Ali Sardar Jafri, the legendary poet who revolutionized Indian poetry and changed the style of existing adab will always be remembered for his contribution to the language. He passed away last year in Bombay at the ripe age of 86,remained on the literary scene of Urdu in the subcontinent for about 65 years. As a poet he belonged to the poets of the 30’s, that is, the socially engaged and the politically committed poets, namely, Faiz, Makhdoom, Majaz and Jazbi who formed a circle of their own and shared an ideology. He was greatly influenced by Anees and Iqbal and to a small degree by Josh, an influence he later appears to have eschewed. His prose work Taraqqi Pasand Adab proved to be seminal as it generated serious debate on the value of literature and literariness of a work. Sardar Jafri edited selections from Kabir, Mir and Ghalib, appended with critical introductions. Later the introductions to the three collections were published in one volume as Paighambaran-i-Sukhan. The general introduction to Paighambaran-i-Sukhan sets a new paradigm to evaluate and understand Kabir, Mir and Ghalib as the three humanist poets who celebrate man and humanity profoundly and variously. Jafri published as many as eight collections of poems in a span of thirty years, that is, from 1948 to 1978. The collections of poems he published include Nai Duniya Ko Salaam, Khoon Ki Lakeer, Amn Ka Sitara, Asia Jaag Utha, Patthar Ki Deewar, Ek Khwab Aur, Pairahan-i-Sharar, and Lahu Pukarta Hai. Jafri also wrote his autobiography and the last anthology titled as Sarhad, which the Prime Minister of India had taken with him on his bus journey to Lahore. Jafri combines in him the lyrical strain of the romantic movement in Urdu, the classical tradition of Persian/Urdu poetry, the passion of a revolutionary and the commitment of an ideologue. He impresses us and often overwhelms us. We are not always won over by his argument and we often find his line of reasoning weak. There is poetry of statement and often highly romanticized notions about commonplace themes. But it is difficult to ignore him, to resist him.

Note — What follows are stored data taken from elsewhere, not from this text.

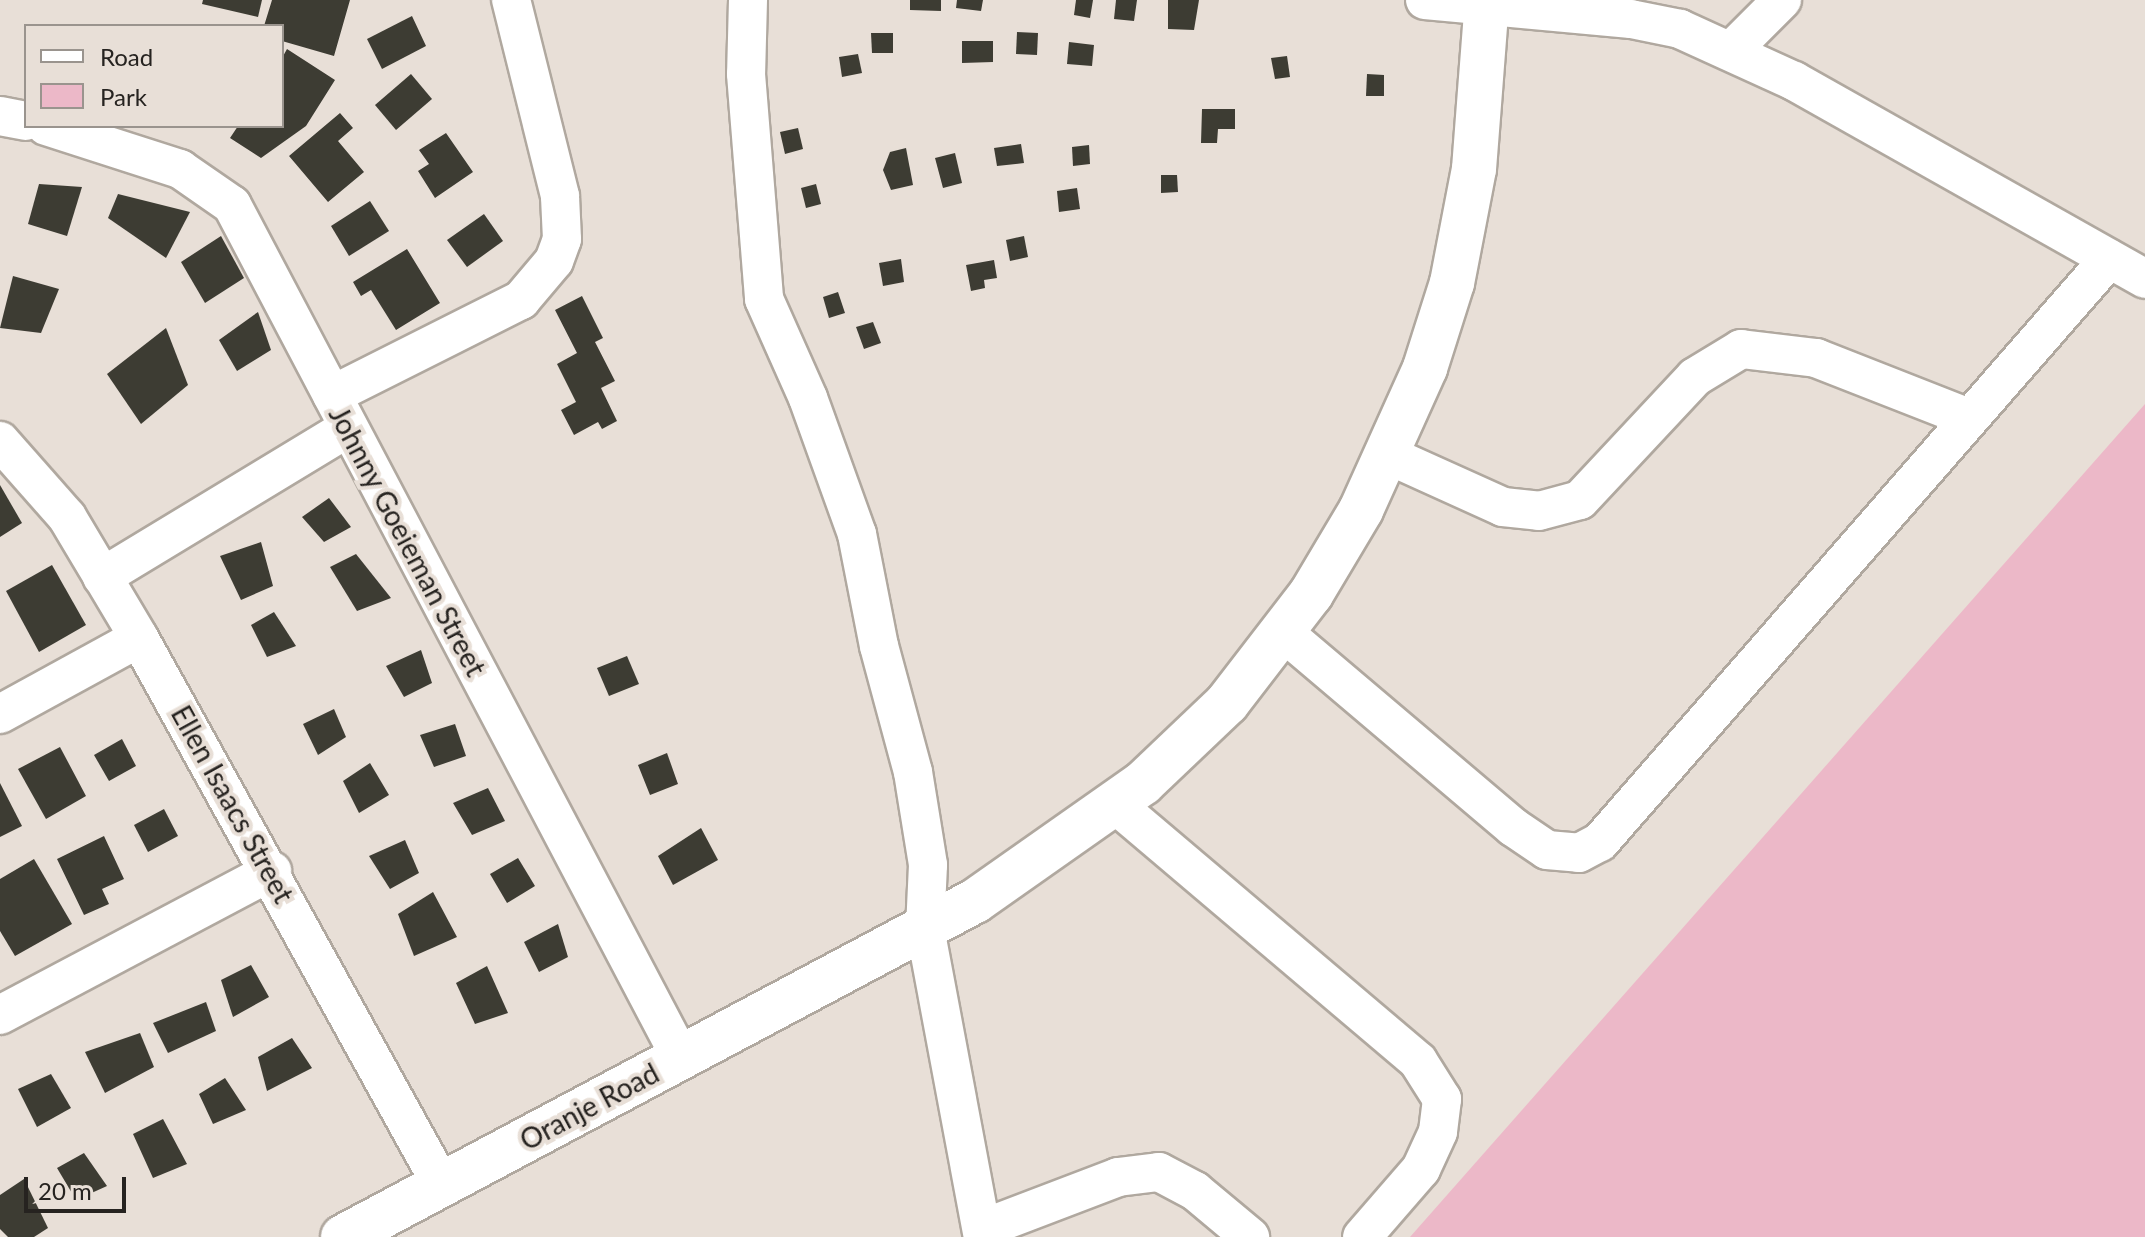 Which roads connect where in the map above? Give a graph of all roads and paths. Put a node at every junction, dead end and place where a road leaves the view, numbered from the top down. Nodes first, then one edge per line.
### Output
1 (511, 0) edge
2 (748, 0) edge
3 (1425, 0) edge
4 (1782, 0) edge
5 (1487, 4) edge
6 (1731, 51) junction
7 (0, 116) edge
8 (24, 121) edge
9 (53, 128) edge
10 (2109, 259) junction
11 (2145, 279) edge
12 (332, 395) junction
13 (1969, 418) junction
14 (348, 428) junction
15 (0, 441) edge
16 (1388, 455) junction
17 (102, 577) junction
18 (1283, 632) junction
19 (139, 638) junction
20 (0, 714) edge
21 (1115, 804) junction
22 (272, 871) junction
23 (925, 928) junction
24 (0, 1015) edge
25 (681, 1058) junction
26 (441, 1184) junction
27 (983, 1233) edge
28 (343, 1237) edge
29 (1250, 1237) edge
30 (1362, 1237) edge

1 - 12 street
2 - 23 street
3 - 5 street
4 - 6 street
5 - 6 street
5 - 16 street, Oranje Road
6 - 10 street
7 - 8 street
9 - 12 street, Johnny Goeieman Street
10 - 11 street
10 - 13 street
12 - 14 street, Johnny Goeieman Street
13 - 16 street
13 - 18 street
14 - 17 street
14 - 25 street, Johnny Goeieman Street
15 - 17 street, Ellen Isaacs Street
16 - 18 street, Oranje Road
17 - 19 street, Ellen Isaacs Street
18 - 21 street, Oranje Road
19 - 20 street
19 - 22 street, Ellen Isaacs Street
21 - 23 street, Oranje Road
21 - 30 street
22 - 24 street
22 - 26 street, Ellen Isaacs Street
23 - 25 street, Oranje Road
23 - 27 street
25 - 26 street, Oranje Road
26 - 28 street, Oranje Road
27 - 29 street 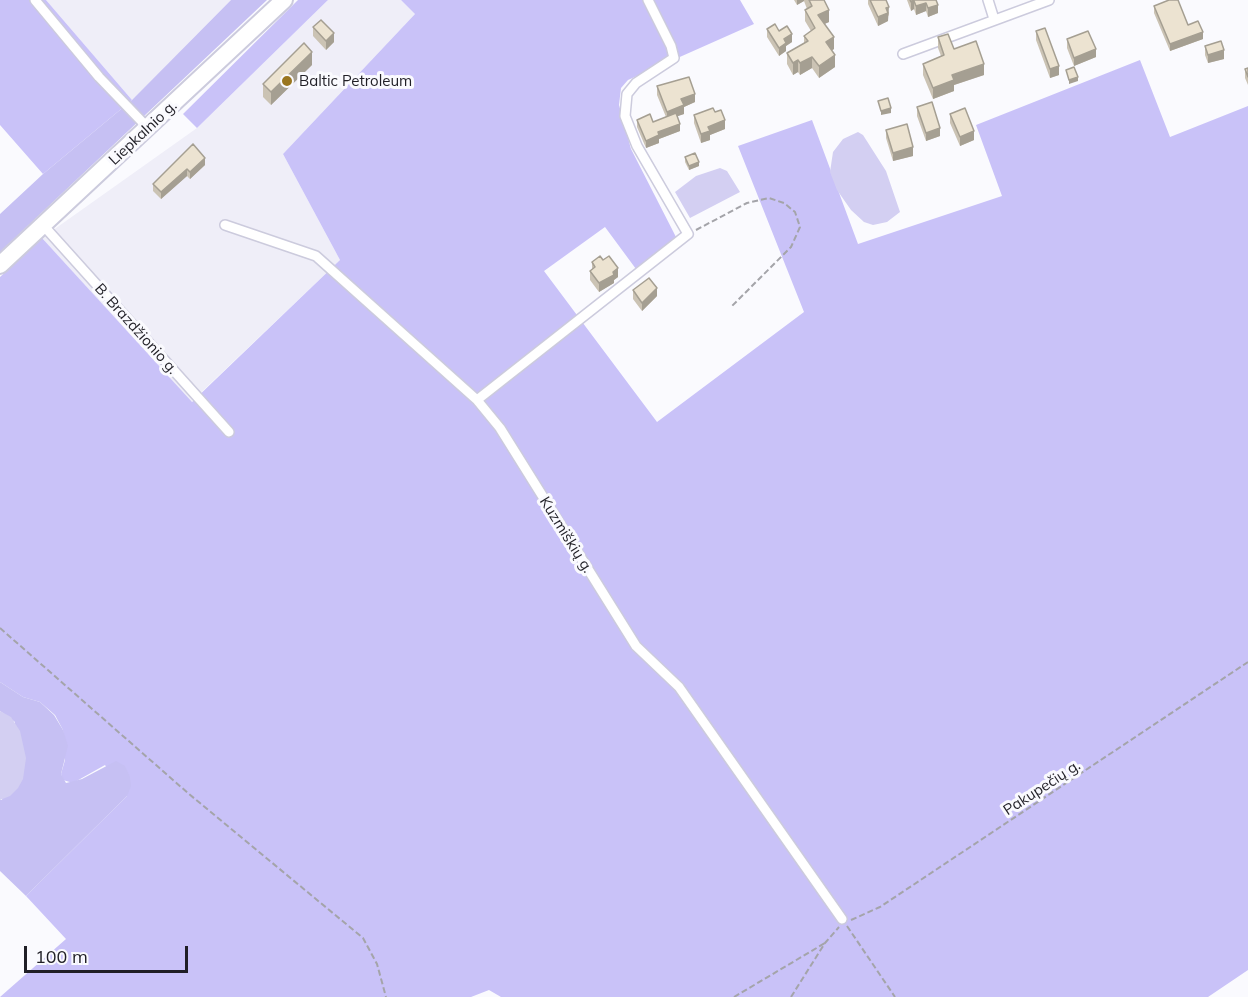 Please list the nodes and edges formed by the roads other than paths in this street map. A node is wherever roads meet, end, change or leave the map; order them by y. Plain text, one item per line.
1 (35, 0) edge
2 (284, 0) edge
3 (648, 0) edge
4 (988, 0) edge
5 (1049, 0) edge
6 (994, 19) junction
7 (903, 54) dead end
8 (148, 128) junction
9 (43, 225) junction
10 (225, 225) dead end
11 (0, 265) edge
12 (477, 400) junction
13 (229, 432) dead end
14 (843, 919) road end

1 - 8 street
2 - 8 highway, Liepkalnio g.
3 - 12 street
4 - 6 street
5 - 6 street
6 - 7 street
8 - 9 highway, Liepkalnio g.
9 - 11 highway, Liepkalnio g.
9 - 13 street, B. Brazdžionio g.
10 - 12 street, Kuzmiškių g.
12 - 14 street, Kuzmiškių g. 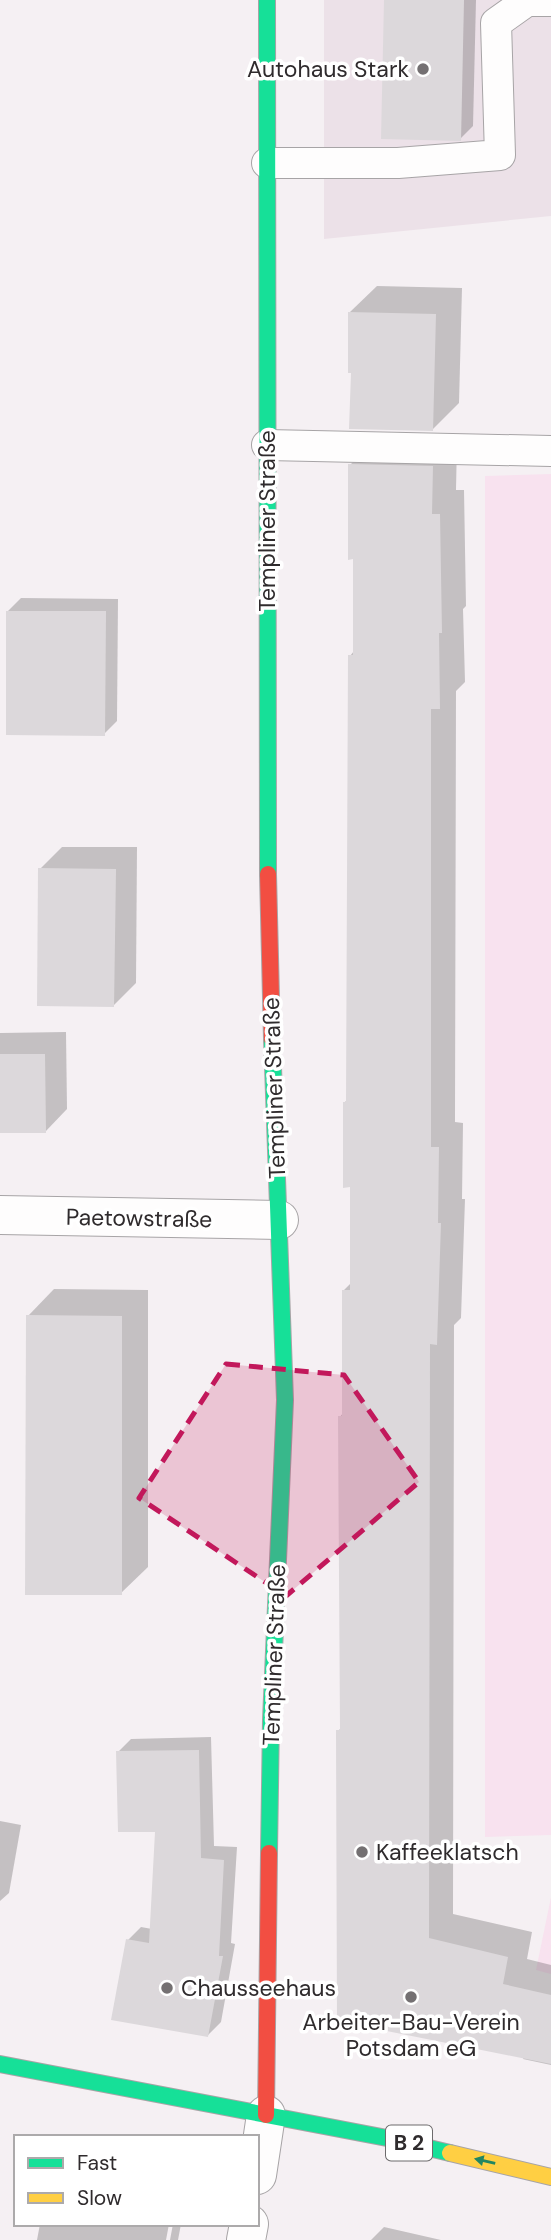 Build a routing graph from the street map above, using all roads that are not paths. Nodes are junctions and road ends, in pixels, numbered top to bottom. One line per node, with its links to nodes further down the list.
1 (267, 0): 3 (street, Templiner Straße)
2 (551, 1): 3 (lane)
3 (267, 163): 4 (street, Templiner Straße)
4 (267, 445): 5 (lane); 7 (street, Templiner Straße)
5 (551, 451)
6 (0, 1215): 7 (street, Paetowstraße)
7 (279, 1220): 9 (street, Templiner Straße)
8 (0, 2064): 9 (street, B 2)
9 (266, 2115): 10 (street, Templiner Straße); 11 (street, B 2, one-way to 9)
10 (259, 2162)
11 (551, 2177) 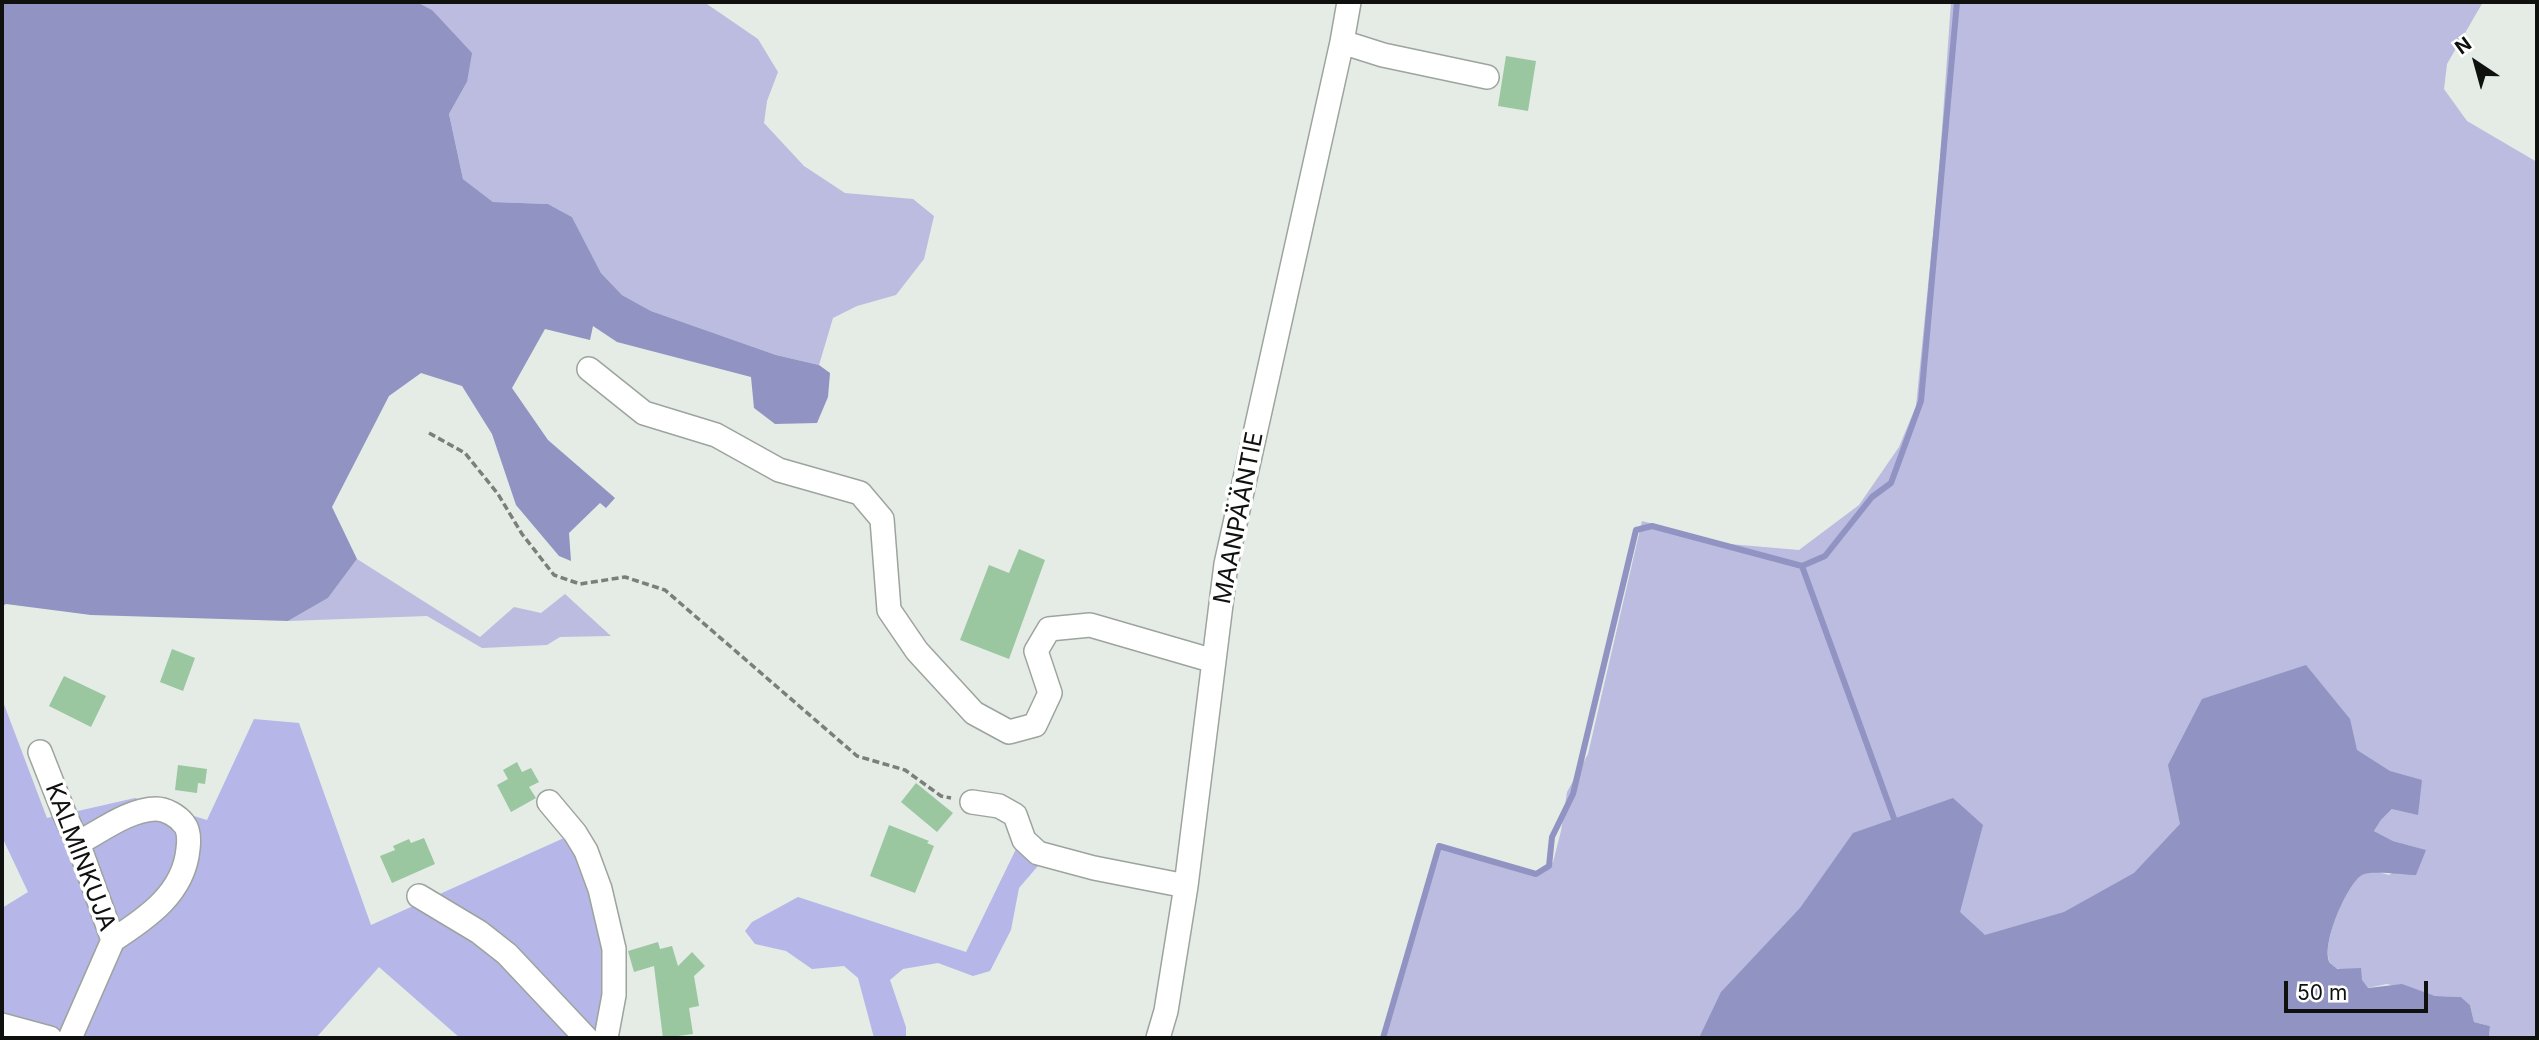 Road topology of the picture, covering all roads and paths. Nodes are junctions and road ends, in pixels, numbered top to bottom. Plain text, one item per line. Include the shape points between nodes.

One of the prime concerns of Jafri is colonial subjugation and the dangers of state terror. He wrote several poems on the theme of protest, some of which are expressed in powerful imagery: 
Zehr aalud woh beete hue lamhat ke dank
Khoon mein doobi hui woh subh ki talwar ki dhaar
Shaam ki aankh mein barood ke kajal ki lakeer 
Aur hafton ke sipahi wo mahinon ke sawar 
Jo mere josh-i-baghawat ko kuchalne ke liye 
Fauj dar fauj kiya karte hain yalghaar apni 
Rifal karti hai faulad ke hoton se kalam

(The poisonous stings of the moments past 
The bloodstained edge of the morning’s sword
The gunpowder kohl line in the eye of the evening 
The soldiers on march for weeks and riders of months 
Who to crush my passion of rebellion
Army after army continues to attack
Rifle communicating with the lips of steel)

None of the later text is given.